Un clic sur le lien et une minute après, sans réflexion, sans hésitation, je répondais à l’équipe d’un dithyrambique mais tout aussi lapidaire “oui”. Une minute…C’est court une minute…Mais ça suffit au titre qui ouvre Inconsolable, "Pigs", à me convaincre que Lugosi n’est que convainquant. Il y a eu les anglais de Pupil Slicer en 2021, il y aura les français de Lugosi en 2022. Et 2022 rime avec mieux...

 

 

Punk…Hardcore…Mathcore…Tout pourrait être dit mais il me semble qu’il faut en dire beaucoup plus. Commençons par l’artwork (signé Jérôme Royer) qui est franchement classe, et rappelle évidemment Jane Doe de Converge mais dans un style moins photographique, moins lithographique, plus coloré (et joliment en plus). Un artwork qui, une fois n’est pas coutume, donne une très bonne idée du contenu sonore: de la noirceur salie dans une ultime urgence de couleurs vives.

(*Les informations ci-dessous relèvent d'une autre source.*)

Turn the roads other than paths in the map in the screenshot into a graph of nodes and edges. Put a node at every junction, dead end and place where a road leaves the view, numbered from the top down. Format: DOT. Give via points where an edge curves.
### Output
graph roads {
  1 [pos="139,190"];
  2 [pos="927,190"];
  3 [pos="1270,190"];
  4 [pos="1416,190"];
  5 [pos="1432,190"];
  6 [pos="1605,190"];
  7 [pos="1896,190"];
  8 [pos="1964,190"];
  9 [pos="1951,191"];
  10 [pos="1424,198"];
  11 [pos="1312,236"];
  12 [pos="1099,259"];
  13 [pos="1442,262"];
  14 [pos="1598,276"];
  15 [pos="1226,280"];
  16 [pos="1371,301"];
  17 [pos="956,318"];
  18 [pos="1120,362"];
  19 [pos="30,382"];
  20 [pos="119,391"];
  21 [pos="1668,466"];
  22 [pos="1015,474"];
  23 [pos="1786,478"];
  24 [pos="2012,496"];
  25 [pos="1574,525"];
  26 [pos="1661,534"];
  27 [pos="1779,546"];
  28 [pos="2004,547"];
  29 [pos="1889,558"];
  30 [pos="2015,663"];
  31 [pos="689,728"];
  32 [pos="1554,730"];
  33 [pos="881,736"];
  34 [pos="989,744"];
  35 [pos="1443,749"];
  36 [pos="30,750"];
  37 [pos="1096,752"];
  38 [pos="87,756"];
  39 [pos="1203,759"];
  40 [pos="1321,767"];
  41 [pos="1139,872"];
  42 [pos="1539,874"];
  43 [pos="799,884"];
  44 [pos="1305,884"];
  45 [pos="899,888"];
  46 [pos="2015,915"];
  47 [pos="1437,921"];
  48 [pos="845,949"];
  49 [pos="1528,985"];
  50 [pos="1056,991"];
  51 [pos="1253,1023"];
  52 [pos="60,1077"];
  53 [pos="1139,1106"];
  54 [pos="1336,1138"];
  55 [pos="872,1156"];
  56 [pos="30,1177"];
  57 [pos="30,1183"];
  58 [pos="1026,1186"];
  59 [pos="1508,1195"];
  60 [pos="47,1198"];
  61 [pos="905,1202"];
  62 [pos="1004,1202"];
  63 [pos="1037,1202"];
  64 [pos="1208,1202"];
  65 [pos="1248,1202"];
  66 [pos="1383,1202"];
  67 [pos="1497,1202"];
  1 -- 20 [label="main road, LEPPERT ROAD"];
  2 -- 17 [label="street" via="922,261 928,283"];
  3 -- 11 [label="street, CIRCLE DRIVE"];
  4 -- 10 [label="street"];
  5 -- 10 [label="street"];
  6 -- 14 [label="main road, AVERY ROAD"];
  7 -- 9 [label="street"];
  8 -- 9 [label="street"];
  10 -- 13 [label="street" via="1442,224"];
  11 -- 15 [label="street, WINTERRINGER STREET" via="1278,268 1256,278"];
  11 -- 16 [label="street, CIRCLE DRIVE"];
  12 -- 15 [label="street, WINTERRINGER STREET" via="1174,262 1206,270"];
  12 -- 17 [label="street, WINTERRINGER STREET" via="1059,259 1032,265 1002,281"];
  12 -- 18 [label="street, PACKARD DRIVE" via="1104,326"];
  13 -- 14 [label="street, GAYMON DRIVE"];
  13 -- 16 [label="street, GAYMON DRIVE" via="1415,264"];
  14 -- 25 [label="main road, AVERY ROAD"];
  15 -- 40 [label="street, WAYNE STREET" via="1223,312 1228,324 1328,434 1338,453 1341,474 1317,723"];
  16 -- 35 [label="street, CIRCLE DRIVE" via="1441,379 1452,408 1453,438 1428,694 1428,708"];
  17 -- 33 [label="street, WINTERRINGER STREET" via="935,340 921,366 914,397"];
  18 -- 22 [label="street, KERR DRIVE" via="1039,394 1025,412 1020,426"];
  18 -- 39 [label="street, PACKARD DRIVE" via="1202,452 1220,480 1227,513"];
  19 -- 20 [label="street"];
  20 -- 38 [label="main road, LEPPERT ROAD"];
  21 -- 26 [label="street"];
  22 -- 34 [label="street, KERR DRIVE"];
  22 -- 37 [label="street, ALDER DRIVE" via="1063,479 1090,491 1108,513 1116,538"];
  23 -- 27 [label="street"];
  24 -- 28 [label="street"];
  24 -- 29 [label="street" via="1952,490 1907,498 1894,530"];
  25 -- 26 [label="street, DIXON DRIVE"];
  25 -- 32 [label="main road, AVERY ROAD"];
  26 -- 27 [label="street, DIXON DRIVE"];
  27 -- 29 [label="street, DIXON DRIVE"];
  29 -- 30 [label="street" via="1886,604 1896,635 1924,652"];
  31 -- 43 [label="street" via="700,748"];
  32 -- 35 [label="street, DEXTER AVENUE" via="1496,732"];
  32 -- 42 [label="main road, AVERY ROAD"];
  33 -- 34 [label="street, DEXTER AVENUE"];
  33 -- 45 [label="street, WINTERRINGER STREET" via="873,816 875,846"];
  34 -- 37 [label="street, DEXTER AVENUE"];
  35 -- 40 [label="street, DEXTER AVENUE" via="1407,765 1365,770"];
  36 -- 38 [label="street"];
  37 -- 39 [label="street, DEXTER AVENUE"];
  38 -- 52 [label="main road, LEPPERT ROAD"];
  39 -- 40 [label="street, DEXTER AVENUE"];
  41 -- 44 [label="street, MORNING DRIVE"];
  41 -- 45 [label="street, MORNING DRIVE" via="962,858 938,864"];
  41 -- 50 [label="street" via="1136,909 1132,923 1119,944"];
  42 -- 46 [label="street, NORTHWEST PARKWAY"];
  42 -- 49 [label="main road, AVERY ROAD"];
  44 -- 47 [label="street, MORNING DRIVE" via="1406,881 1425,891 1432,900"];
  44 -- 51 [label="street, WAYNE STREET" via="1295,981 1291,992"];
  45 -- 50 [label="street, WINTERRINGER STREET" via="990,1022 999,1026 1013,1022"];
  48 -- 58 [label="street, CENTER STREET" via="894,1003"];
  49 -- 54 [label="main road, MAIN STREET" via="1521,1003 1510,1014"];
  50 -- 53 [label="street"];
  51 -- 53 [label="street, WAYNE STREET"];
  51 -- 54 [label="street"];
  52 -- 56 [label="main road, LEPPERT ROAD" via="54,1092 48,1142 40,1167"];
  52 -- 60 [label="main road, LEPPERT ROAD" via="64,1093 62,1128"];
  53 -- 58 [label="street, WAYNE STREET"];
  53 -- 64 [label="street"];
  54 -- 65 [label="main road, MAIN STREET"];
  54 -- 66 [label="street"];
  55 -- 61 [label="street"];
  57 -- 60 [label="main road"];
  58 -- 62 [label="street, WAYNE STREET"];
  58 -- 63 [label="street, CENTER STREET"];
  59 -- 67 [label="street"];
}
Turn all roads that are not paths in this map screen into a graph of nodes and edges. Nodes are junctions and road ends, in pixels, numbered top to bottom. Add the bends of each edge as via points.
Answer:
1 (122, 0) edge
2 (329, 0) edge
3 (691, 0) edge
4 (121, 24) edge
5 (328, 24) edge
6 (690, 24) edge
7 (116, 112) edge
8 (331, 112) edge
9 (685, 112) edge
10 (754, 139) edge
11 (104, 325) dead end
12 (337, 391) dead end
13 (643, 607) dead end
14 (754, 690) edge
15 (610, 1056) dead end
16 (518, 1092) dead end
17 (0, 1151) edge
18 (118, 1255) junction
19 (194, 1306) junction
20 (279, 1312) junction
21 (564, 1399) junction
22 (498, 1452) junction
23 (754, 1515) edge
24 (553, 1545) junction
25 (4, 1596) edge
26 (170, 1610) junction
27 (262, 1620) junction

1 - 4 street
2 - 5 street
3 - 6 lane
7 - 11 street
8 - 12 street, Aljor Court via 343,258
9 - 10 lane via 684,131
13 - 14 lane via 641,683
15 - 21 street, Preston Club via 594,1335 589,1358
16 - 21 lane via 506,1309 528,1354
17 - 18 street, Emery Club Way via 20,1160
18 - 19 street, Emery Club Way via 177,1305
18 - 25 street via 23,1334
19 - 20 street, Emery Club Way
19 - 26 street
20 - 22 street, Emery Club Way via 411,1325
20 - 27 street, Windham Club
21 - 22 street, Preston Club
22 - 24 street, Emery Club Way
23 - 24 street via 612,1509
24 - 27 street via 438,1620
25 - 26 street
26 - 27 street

Et c’est bien le programme qui nous attend pendant les 42 minutes qui suivent. Une durée conséquente pour ce premier album qui s’articule en 10 titres. Lugosi, c’est donc la synthèse concise du rock boueux, du hardcore expiatoire, du punk à vif, du post-hardcore planant et du mathcore chaotique. Ce genre de mélanges existent déjà mais aussi bien réalisés soient-ils, ils restent souvent des mélanges. Chez Lugosi, le mélange devient véritablement style, patte sonore, les ingrédients dont Lugosi maîtrisent non seulement les codes mais aussi les déclinaisons se sont combinés, associés, embrouillés pour se faire oubliés au profit d’un résultat incroyable et naturel. Lugosi ne fait pas dans le frankenstein musical, Lugosi ne joue pas les savants fous, Lugosi n'intellectualise pas la musique mais se contente de la faire vivre.

 

 

Côté intention, cela vous rappellera aux plus belles heures de Eyes (pour le côté torturé), Converge (pour le jeu avec les tripes), les Melvins (pour l’efficace simplicité), Refused (pour l’interprétation bordélisér) ou le groupe derrière American Nervoso (pour la gifle reçue à la première écoute). Le riffing est efficace, super bien construit, les tournures mélodiques, hyper prenantes et catchy à la base sont de plus étirées, développées, malaxées dans tous les sens, dans tous les styles et chaque guitare complète l’autre dans une gigue électrique. Rien de diablement technique ou de profondément chaotique, l’intention est rock, punk, shoegaze, métal, peu lui importe, elle est libérée de toutes contraintes stylistiques, pas d’esbrouffe, que du barouf. Mais de même que la complexité, la simplicité a parfois besoin de maîtrise et cette dernière est bel(le) et bien présente.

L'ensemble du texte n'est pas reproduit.